The guides published by Spalding and Reach from 1907 through 1913 were based solely on the official records of both leagues. This continued with respect to the National League in the 1914 guides, but a strange development had occurred in the American League for the season of 1913. Ban Johnson, A. L. president, omitted won-lost decisions from the official records released to the public, believing that these did not reflect the true worth of a pitcher, and that earned run averages did. (Earned run average was an official statistic in the American League for the first time in 1913.)
In the 1914 Reach Guide, the editor, Francis Richter, put it this way:
It will be seen that in the above official record the pitchers are ranked according to percentage of earned runs, and the old way of ranking them according to games won and lost is omitted altogether. As that custom had been too well established to be discontinued at once, the Editor of the Reach Guide takes the liberty for the benefit of the readers of the Reach Guide to append the following unofficial, but substantially covered record of games won and lost and the pitchers’ rating thereunder.
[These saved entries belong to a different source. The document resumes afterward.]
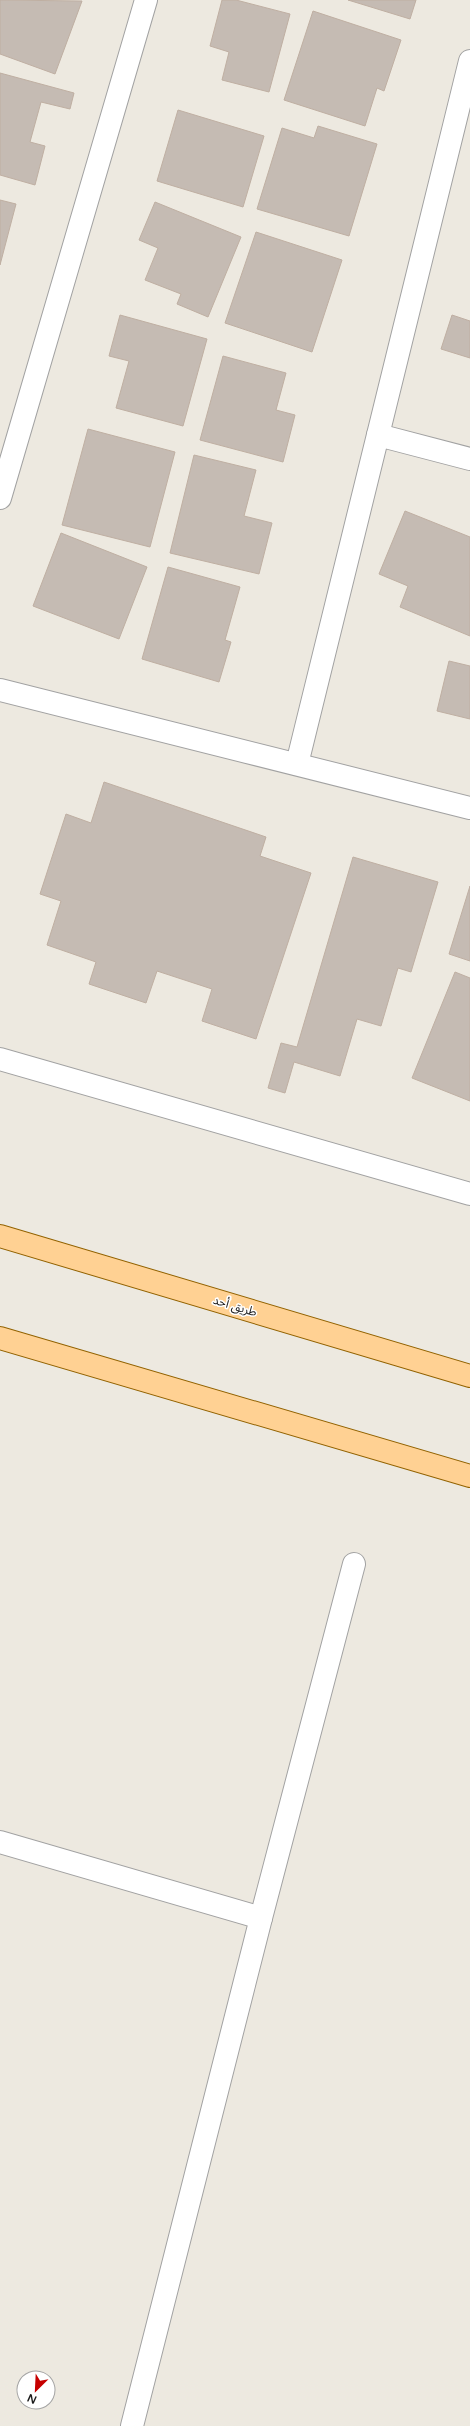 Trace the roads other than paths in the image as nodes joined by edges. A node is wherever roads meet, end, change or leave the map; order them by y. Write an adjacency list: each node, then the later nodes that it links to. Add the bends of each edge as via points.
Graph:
1 (146, 0): 5 (street)
2 (470, 61): 3 (street)
3 (378, 435): 4 (street); 7 (street)
4 (470, 459)
5 (0, 498)
6 (0, 690): 7 (street)
7 (298, 764): 8 (street)
8 (470, 808)
9 (0, 1059): 10 (street)
10 (470, 1194)
11 (0, 1236): 13 (main road, طريق أحد)
12 (0, 1338): 14 (main road)
13 (470, 1376)
14 (470, 1476)
15 (354, 1564): 17 (street)
16 (0, 1842): 17 (street)
17 (261, 1918): 18 (street)
18 (132, 2426) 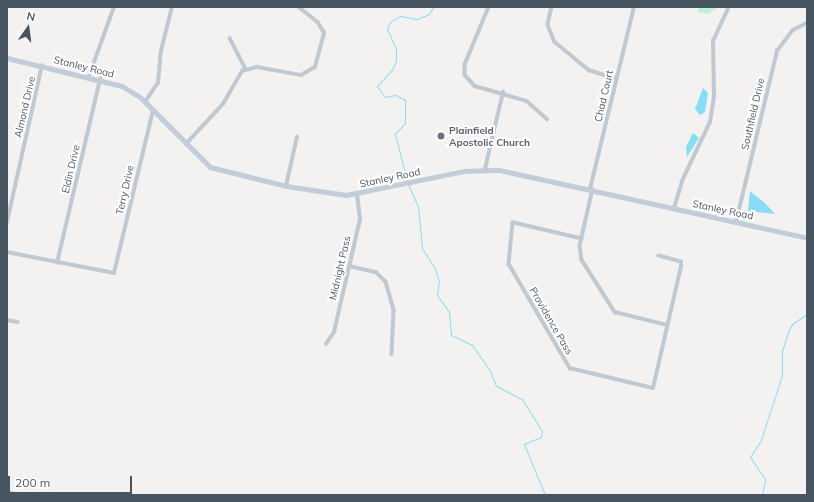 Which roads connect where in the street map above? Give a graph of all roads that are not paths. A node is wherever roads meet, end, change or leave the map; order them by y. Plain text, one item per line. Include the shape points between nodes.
1 (114, 7) edge
2 (172, 7) edge
3 (298, 7) edge
4 (489, 7) edge
5 (552, 7) edge
6 (634, 7) edge
7 (729, 7) edge
8 (807, 23) edge
9 (230, 38) dead end
10 (7, 58) edge
11 (42, 66) junction
12 (246, 69) junction
13 (89, 76) junction
14 (100, 79) junction
15 (616, 79) junction
16 (503, 92) junction
17 (145, 102) junction
18 (153, 111) junction
19 (547, 119) dead end
20 (297, 138) dead end
21 (186, 144) junction
22 (485, 169) junction
23 (286, 186) junction
24 (592, 189) junction
25 (357, 194) junction
26 (674, 208) junction
27 (7, 222) edge
28 (736, 222) junction
29 (807, 238) edge
30 (582, 239) junction
31 (7, 252) edge
32 (659, 256) dead end
33 (57, 263) junction
34 (349, 266) junction
35 (7, 320) edge
36 (18, 322) dead end
37 (667, 325) junction
38 (326, 344) dead end
39 (392, 354) dead end
40 (7, 492) edge
41 (19, 495) edge

1 - 13 street
2 - 17 street via 161,51 158,83
3 - 12 street via 318,23 324,33 315,67 300,75 257,67
4 - 16 street via 464,72 475,86
5 - 15 street via 548,25 555,42 589,70
6 - 15 street, Chad Court
7 - 26 street via 713,41 714,93 710,122 682,181
8 - 28 street, Southfield Drive via 793,30 777,51
9 - 12 street
10 - 11 street, Stanley Road
11 - 13 street, Stanley Road
11 - 27 street, Almond Drive
12 - 21 street via 223,104
13 - 14 street, Stanley Road
14 - 17 street, Stanley Road via 128,89
14 - 33 street, Eldin Drive
15 - 24 street, Chad Court
16 - 19 street via 527,101
16 - 22 street
17 - 18 street, Stanley Road
18 - 21 street, Stanley Road
18 - 33 street, Terry Drive via 114,273
20 - 23 street
21 - 23 street, Stanley Road via 210,167
22 - 24 street, Stanley Road
22 - 25 street, Stanley Road
23 - 25 street, Stanley Road via 336,195
24 - 26 street, Stanley Road
24 - 30 street, Chad Court
25 - 34 street, Midnight Pass via 361,213
26 - 28 street, Stanley Road
28 - 29 street, Stanley Road
30 - 37 street, Chad Court via 581,257 611,309
30 - 37 street, Providence Pass via 513,223 509,264 567,365 582,374 653,388
31 - 33 street
32 - 37 street via 681,262
34 - 38 street, Midnight Pass via 334,332
34 - 39 street via 376,272 386,282 394,310
35 - 36 street
40 - 41 street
In the 1915 Reach Guide, Richter did not give even an unofficial won-lost list, simply mentioning that the decisions were omitted from the official record. In the 1916 guide, Richter went back to showing an unofficial won-lost list; but instead of showing just the 1915 season, he also offered the 1914 season with the following explanation:
During the 1914 season the pitchers’ won and lost records were omitted, which had become so well established that they were regarded as indispensable alike by fans and critics. The omission created such a general protest that President Johnson announced that he would restore that pitching feature to future records. Never the less, we find the won and lost records again absent from the official figures. In obedience to public demands, we therefore append the unofficial records for both 1914 and 1915.
Ban Johnson’s policy continued right through the 1919 season, and each year the Reach Guide carried the unofficial won-lost records; Richter was always very careful to keep these separate from the regular official pitching records (E.R.A., strikeouts, etc.). After all, the Reach Guide was the American League publication and felt an obligation to keep its readers informed.
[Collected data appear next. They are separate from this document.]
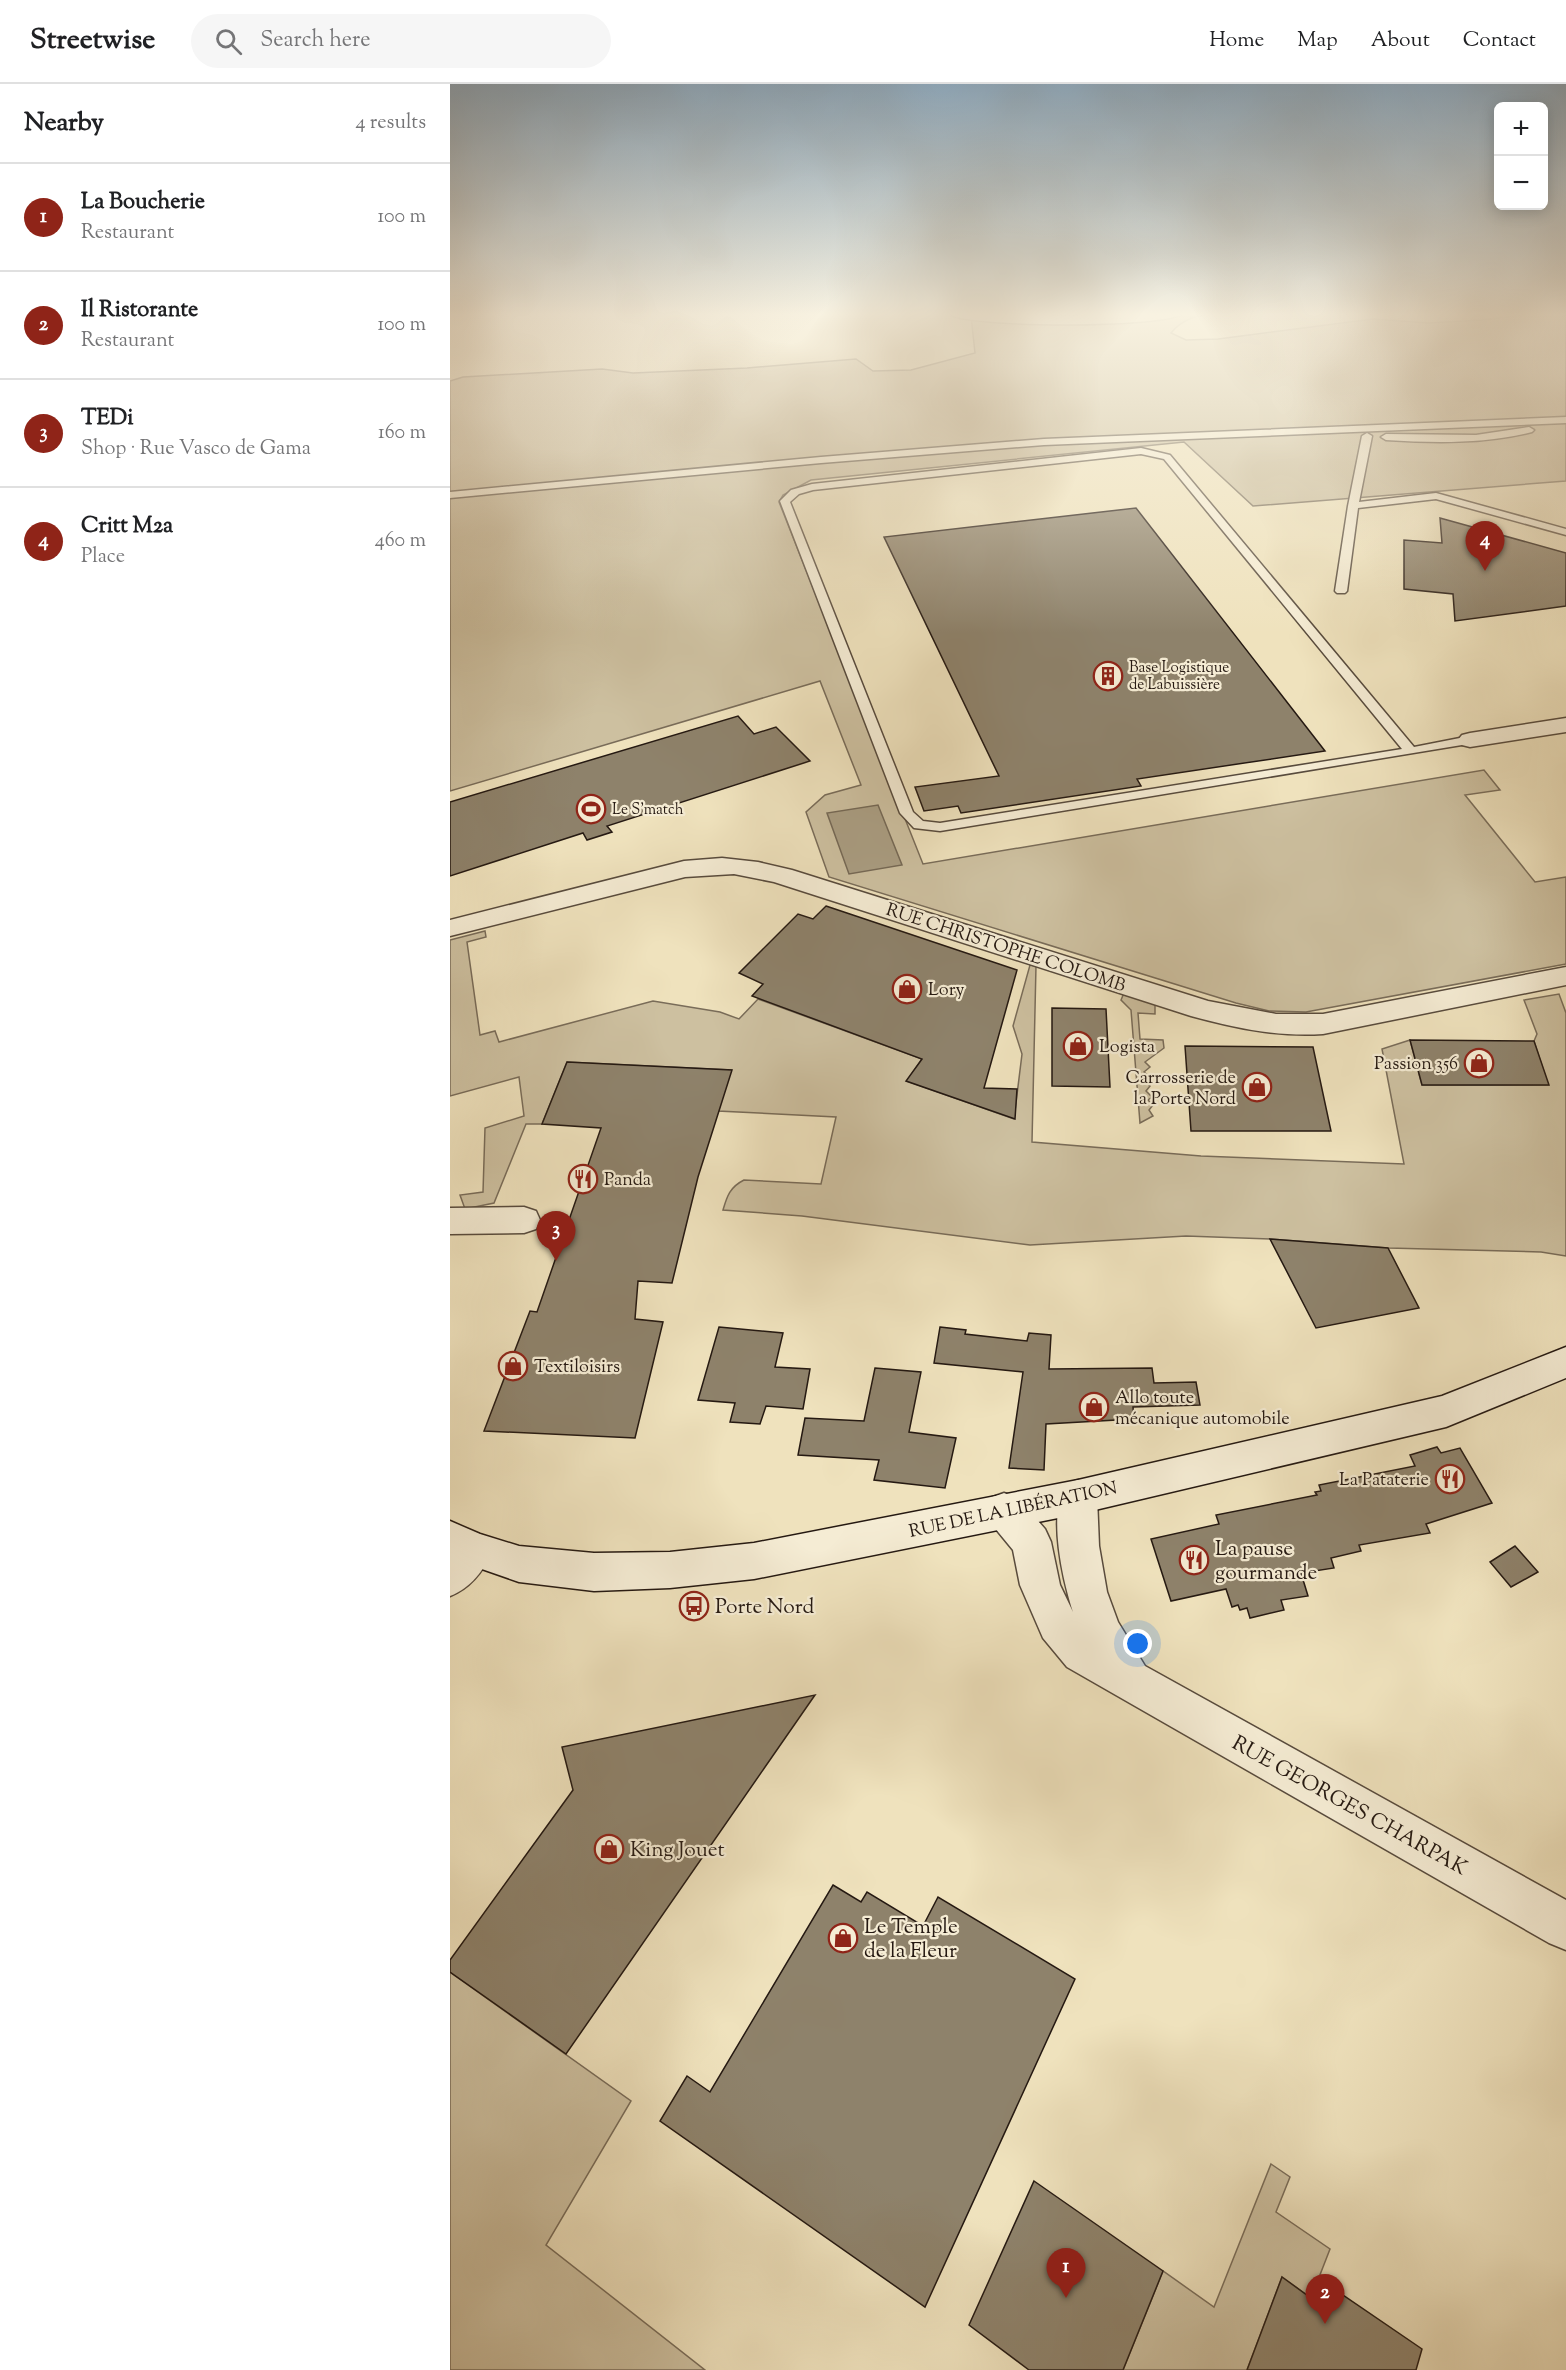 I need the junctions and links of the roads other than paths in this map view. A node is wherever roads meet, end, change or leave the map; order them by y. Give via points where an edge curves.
1 (1566, 420) edge
2 (1555, 421) junction
3 (1301, 430) junction
4 (1366, 436) junction
5 (450, 495) edge
6 (1353, 506) junction
7 (1566, 532) edge
8 (1341, 591) dead end
9 (1566, 725) edge
10 (1470, 740) joint
11 (1411, 751) junction
12 (450, 928) edge
13 (1566, 976) edge
14 (524, 1220) dead end
15 (450, 1221) edge
16 (1566, 1362) edge
17 (1078, 1497) junction
18 (1004, 1510) junction
19 (458, 1556) edge
20 (1134, 1683) junction
21 (1566, 1926) edge

1 - 2 lane
2 - 3 lane
2 - 4 lane via 1498,436
3 - 4 lane
3 - 5 lane via 908,452
4 - 6 lane
6 - 7 lane via 1436,496
6 - 8 lane
9 - 10 street
10 - 11 lane
11 - 11 lane via 1167,457 1141,451 812,488 795,492 785,501 907,813 919,825 940,827
12 - 13 street, RUE CHRISTOPHE COLOMB via 684,869 724,865 760,869 1201,1009 1265,1025 1323,1024
14 - 15 street
16 - 17 street, RUE DE LA LIBÉRATION via 1446,1412
17 - 18 street, RUE DE LA LIBÉRATION
17 - 20 street, RUE GEORGES CHARPAK via 1077,1535 1086,1591 1110,1653
18 - 19 street, RUE DE LA LIBÉRATION via 716,1567 594,1572
18 - 20 street, RUE GEORGES CHARPAK via 1031,1542 1040,1585 1057,1624 1082,1653
20 - 21 street, RUE GEORGES CHARPAK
The Spalding Guide was a National League publication, however, and its editor felt no such obligation. The 1914 and 1915 Spalding Guides offered no explanation for the omissions from the official record and did not bother to show any won-lost decisions for the American League.
Unofficial won-lost records did appear in the 1916 Spalding Guide — but were thrown in with the official pitching records, accompanied by a footnote which read, “The won and lost columns are not included in averages compiled by the American League, but are inserted unofficially as a matter of record.”
This approach by the Spalding Guide, which continued through 1919 (no won-lost records were shown in the 1920 guide), was very confusing for two reasons. First, if the reader did not see the footnote, he thought he was looking at the official won-lost pitching records; and second, the footnote implied that the American League did not compile any official won-lost records during the seasons of 1915 through 1918. The American League did compile these records, but just didn’t release them to the public.
More confusion was added in the 1918 and 1919 Spalding Guides when the wording of the footnote was altered. It now read, “The won and lost and percent columns are not included in the official averages compiled by the American League, but are obtained from official scores.”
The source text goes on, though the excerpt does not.